_The task_
Where a line of the records contains the word "Parque", show that line.

Dataset entries
........

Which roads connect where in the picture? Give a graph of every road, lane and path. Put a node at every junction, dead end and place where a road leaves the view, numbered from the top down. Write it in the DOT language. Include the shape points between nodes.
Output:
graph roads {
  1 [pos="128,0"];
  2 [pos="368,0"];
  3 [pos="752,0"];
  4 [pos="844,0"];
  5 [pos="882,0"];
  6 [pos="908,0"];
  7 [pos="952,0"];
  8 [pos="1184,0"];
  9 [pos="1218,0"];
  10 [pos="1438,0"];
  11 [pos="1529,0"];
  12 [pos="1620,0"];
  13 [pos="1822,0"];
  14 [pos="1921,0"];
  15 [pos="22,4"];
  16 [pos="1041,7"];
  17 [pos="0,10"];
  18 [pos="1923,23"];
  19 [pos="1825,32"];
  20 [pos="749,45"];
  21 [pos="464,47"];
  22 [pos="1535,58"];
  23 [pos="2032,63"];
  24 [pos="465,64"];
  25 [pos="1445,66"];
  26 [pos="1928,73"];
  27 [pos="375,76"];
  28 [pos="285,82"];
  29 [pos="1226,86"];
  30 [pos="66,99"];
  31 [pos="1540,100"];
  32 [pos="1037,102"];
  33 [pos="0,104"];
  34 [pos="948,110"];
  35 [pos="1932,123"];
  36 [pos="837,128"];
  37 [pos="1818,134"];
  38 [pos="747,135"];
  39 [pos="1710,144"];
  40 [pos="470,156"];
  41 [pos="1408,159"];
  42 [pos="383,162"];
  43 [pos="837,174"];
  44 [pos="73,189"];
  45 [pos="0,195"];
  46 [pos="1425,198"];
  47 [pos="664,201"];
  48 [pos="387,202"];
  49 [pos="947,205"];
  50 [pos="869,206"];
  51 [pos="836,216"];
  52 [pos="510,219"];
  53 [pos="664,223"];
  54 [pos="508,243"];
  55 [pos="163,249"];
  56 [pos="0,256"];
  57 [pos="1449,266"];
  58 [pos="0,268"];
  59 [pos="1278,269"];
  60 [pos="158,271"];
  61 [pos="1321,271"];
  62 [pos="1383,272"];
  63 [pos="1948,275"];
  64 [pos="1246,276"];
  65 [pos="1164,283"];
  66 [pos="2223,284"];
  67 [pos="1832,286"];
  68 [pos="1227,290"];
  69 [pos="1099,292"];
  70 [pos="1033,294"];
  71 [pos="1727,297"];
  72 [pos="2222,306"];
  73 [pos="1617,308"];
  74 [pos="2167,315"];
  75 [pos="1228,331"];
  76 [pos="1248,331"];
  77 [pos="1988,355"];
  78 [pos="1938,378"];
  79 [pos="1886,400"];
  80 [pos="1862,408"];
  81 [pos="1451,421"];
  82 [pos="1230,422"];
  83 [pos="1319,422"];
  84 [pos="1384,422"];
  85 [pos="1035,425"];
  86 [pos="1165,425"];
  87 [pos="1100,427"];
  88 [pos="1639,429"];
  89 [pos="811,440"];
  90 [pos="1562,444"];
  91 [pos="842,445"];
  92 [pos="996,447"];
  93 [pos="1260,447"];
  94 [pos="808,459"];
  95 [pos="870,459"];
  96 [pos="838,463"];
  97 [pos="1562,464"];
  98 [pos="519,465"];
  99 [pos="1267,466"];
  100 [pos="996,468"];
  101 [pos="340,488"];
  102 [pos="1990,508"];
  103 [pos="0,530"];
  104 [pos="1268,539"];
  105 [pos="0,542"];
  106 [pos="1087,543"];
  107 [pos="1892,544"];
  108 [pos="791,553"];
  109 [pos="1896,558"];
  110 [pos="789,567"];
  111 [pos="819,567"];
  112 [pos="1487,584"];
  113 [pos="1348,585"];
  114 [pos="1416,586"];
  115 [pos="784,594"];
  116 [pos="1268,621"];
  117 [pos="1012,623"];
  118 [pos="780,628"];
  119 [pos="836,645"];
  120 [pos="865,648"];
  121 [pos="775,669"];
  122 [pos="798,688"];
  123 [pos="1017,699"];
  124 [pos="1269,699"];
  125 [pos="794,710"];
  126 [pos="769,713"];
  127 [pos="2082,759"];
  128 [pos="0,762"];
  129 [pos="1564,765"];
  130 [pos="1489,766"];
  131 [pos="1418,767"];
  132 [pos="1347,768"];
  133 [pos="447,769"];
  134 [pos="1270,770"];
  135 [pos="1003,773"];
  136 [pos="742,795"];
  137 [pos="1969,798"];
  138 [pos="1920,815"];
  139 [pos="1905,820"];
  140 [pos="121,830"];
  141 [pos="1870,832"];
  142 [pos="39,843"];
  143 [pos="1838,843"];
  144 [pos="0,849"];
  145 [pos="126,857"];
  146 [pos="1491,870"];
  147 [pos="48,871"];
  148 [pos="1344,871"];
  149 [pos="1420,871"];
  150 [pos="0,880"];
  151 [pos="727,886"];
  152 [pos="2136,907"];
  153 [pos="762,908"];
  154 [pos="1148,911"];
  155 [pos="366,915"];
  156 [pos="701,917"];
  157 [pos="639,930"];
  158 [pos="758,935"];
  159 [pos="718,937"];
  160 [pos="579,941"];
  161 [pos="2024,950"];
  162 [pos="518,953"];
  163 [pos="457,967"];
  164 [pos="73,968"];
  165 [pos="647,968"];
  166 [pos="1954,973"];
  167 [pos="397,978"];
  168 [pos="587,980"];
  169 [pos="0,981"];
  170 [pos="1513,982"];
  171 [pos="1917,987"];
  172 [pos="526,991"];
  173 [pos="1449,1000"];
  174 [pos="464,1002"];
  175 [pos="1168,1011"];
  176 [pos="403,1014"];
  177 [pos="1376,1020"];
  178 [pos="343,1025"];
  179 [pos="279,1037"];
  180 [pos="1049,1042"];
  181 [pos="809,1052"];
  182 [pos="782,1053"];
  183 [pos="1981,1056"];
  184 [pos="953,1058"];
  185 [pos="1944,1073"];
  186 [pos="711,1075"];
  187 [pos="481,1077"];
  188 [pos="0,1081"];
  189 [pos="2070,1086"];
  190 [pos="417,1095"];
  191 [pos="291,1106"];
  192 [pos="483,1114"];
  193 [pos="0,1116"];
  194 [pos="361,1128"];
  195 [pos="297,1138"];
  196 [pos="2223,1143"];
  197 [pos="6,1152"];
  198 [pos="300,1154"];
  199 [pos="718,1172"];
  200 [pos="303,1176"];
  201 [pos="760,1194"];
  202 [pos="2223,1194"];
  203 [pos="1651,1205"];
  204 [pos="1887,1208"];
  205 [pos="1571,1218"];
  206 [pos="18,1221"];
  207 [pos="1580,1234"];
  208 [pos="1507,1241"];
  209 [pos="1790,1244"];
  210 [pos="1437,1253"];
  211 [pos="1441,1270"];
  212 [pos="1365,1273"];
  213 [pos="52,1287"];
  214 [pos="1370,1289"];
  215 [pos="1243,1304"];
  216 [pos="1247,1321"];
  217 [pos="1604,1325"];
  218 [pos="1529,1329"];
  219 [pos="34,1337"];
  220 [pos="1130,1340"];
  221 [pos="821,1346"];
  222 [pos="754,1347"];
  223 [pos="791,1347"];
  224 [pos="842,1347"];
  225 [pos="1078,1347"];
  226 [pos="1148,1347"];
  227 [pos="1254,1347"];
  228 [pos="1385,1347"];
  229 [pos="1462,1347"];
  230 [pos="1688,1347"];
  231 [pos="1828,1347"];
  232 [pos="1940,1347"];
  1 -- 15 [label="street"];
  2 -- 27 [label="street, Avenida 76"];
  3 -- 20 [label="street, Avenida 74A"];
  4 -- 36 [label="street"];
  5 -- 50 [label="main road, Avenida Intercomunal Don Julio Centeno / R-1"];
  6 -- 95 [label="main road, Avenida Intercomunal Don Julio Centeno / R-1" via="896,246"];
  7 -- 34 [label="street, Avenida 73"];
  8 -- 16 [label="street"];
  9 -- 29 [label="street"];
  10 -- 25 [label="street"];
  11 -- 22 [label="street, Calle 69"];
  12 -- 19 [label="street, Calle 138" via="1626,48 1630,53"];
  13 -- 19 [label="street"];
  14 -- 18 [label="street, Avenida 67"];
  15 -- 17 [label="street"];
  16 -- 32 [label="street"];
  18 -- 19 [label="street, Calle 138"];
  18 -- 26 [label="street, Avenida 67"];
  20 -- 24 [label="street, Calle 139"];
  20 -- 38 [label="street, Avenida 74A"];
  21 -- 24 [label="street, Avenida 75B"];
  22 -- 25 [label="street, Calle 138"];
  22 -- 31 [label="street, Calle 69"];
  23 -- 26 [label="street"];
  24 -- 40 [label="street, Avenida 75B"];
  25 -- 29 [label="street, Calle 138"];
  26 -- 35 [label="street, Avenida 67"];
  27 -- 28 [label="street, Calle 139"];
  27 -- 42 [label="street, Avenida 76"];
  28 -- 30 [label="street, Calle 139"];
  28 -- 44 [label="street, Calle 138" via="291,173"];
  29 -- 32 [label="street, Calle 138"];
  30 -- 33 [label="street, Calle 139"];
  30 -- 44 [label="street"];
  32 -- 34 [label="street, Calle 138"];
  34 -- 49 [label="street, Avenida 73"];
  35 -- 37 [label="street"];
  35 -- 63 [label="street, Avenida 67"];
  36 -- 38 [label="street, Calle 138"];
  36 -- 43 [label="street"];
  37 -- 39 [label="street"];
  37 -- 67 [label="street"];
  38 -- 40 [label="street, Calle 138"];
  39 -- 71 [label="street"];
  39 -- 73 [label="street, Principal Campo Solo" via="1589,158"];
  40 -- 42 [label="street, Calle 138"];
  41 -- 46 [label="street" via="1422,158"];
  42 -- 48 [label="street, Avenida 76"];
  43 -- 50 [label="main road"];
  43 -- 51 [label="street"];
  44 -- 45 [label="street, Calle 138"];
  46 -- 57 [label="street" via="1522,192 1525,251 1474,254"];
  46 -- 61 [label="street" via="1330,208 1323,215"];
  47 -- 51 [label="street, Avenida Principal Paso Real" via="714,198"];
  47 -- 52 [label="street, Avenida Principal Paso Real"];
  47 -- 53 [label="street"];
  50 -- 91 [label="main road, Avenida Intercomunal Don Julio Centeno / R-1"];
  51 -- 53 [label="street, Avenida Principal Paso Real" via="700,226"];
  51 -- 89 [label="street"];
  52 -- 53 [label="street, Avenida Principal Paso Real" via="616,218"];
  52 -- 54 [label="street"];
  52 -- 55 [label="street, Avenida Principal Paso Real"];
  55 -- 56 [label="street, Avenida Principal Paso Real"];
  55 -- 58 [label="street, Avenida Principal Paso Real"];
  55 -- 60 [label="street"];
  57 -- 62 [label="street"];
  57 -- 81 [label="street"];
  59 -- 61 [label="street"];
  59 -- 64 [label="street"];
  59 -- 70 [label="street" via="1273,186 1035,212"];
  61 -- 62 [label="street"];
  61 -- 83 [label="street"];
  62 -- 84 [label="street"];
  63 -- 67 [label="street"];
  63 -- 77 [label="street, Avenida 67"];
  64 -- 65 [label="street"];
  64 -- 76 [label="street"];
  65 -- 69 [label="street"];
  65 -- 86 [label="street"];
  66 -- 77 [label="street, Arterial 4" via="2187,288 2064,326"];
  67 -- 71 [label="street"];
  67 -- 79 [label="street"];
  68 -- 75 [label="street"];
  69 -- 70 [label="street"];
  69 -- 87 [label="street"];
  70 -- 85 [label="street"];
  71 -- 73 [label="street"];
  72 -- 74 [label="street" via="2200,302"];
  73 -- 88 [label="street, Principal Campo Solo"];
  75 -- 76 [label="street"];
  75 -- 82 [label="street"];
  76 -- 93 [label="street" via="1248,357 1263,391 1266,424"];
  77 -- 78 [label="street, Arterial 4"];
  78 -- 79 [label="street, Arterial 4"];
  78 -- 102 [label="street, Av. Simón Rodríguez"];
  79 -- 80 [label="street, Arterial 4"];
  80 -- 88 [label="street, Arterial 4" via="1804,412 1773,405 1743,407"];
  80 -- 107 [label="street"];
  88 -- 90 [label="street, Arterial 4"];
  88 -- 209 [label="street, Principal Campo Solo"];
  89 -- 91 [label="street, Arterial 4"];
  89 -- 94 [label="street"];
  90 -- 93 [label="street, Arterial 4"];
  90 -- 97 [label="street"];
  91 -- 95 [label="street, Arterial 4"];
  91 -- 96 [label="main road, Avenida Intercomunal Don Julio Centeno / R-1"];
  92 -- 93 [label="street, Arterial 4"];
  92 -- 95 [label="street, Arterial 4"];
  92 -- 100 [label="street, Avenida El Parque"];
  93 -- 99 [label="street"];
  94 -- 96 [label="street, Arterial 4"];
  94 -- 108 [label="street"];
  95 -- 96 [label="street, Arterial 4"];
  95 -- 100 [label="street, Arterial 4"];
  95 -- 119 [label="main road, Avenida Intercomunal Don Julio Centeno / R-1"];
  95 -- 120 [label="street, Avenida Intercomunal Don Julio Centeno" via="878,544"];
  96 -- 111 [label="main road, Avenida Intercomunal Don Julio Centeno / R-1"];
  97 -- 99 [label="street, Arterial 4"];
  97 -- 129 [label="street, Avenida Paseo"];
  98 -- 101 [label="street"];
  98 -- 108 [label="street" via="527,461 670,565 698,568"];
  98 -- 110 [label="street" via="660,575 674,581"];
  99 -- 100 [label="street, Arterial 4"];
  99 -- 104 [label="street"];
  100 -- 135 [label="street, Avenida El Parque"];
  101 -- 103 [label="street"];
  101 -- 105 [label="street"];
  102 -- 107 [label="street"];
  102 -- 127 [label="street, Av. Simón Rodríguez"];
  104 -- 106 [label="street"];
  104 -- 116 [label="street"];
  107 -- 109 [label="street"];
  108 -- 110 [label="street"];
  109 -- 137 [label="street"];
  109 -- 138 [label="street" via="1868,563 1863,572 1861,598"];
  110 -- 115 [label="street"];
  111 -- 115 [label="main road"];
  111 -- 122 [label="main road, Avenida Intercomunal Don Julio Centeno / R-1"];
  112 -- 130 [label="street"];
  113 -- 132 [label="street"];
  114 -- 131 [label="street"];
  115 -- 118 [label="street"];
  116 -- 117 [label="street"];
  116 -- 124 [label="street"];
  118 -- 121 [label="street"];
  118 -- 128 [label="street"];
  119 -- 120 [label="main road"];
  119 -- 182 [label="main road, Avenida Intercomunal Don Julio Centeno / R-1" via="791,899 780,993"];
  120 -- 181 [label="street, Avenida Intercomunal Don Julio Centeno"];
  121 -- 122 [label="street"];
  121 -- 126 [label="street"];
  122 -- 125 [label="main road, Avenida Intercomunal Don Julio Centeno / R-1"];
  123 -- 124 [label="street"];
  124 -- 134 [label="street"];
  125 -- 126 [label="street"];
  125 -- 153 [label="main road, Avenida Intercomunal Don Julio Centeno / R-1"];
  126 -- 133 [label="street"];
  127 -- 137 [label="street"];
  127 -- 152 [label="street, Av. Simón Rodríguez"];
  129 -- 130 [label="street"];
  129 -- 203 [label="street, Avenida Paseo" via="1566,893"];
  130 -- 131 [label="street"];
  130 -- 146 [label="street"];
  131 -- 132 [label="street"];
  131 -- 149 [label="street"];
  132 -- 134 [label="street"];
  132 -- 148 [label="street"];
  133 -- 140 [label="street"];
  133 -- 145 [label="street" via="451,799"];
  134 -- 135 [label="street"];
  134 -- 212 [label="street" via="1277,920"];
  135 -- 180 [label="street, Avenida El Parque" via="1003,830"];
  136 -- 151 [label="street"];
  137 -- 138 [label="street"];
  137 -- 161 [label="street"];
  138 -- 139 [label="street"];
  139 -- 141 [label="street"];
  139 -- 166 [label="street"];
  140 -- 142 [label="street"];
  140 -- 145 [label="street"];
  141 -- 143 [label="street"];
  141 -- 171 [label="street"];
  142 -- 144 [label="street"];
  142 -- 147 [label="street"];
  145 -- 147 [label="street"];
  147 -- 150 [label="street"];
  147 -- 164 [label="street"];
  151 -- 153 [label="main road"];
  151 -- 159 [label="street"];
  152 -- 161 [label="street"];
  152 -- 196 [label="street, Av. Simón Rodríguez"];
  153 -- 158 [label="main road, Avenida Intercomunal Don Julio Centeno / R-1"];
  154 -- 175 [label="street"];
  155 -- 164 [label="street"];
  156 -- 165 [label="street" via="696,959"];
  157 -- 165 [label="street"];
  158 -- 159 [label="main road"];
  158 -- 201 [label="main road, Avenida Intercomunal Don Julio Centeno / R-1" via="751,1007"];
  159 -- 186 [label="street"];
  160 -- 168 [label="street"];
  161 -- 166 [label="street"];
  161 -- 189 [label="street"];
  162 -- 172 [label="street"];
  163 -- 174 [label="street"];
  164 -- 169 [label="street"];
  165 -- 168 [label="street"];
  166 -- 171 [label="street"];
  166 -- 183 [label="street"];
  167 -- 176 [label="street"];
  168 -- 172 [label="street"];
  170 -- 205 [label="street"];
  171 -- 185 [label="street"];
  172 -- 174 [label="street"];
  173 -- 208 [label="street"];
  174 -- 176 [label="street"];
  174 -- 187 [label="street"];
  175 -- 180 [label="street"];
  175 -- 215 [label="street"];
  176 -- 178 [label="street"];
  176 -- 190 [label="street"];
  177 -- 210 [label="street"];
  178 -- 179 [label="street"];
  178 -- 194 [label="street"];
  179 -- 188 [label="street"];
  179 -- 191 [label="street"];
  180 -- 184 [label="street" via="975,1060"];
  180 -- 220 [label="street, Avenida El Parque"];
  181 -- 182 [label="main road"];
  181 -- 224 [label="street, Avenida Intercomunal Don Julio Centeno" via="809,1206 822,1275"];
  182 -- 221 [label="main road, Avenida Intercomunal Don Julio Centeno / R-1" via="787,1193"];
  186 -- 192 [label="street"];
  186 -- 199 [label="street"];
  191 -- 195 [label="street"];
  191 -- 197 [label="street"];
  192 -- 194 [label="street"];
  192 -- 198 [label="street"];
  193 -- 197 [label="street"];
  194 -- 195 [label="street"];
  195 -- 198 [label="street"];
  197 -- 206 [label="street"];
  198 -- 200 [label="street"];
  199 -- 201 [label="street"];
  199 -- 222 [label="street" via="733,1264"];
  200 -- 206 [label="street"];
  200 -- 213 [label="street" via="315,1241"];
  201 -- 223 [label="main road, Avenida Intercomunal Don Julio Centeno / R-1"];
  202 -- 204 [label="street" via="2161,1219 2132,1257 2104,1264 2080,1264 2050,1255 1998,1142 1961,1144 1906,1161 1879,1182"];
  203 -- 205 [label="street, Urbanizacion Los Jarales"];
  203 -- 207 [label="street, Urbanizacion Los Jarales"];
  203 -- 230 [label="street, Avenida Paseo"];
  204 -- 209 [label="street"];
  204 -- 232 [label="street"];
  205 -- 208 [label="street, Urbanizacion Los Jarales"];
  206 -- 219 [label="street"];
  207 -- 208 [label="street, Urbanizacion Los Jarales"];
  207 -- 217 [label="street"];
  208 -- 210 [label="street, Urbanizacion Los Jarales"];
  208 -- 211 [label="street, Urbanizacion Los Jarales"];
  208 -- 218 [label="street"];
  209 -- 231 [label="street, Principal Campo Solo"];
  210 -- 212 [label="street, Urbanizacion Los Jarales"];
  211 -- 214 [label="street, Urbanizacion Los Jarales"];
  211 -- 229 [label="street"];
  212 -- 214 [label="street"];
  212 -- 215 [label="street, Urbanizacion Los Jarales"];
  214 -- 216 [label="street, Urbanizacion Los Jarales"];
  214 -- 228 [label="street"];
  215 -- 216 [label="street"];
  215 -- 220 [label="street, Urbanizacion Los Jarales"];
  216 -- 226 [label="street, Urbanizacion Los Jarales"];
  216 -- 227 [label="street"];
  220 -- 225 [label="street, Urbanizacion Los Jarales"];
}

........

_Your response_
  92 -- 100 [label="street, Avenida El Parque"];
  100 -- 135 [label="street, Avenida El Parque"];
  135 -- 180 [label="street, Avenida El Parque" via="1003,830"];
  180 -- 220 [label="street, Avenida El Parque"];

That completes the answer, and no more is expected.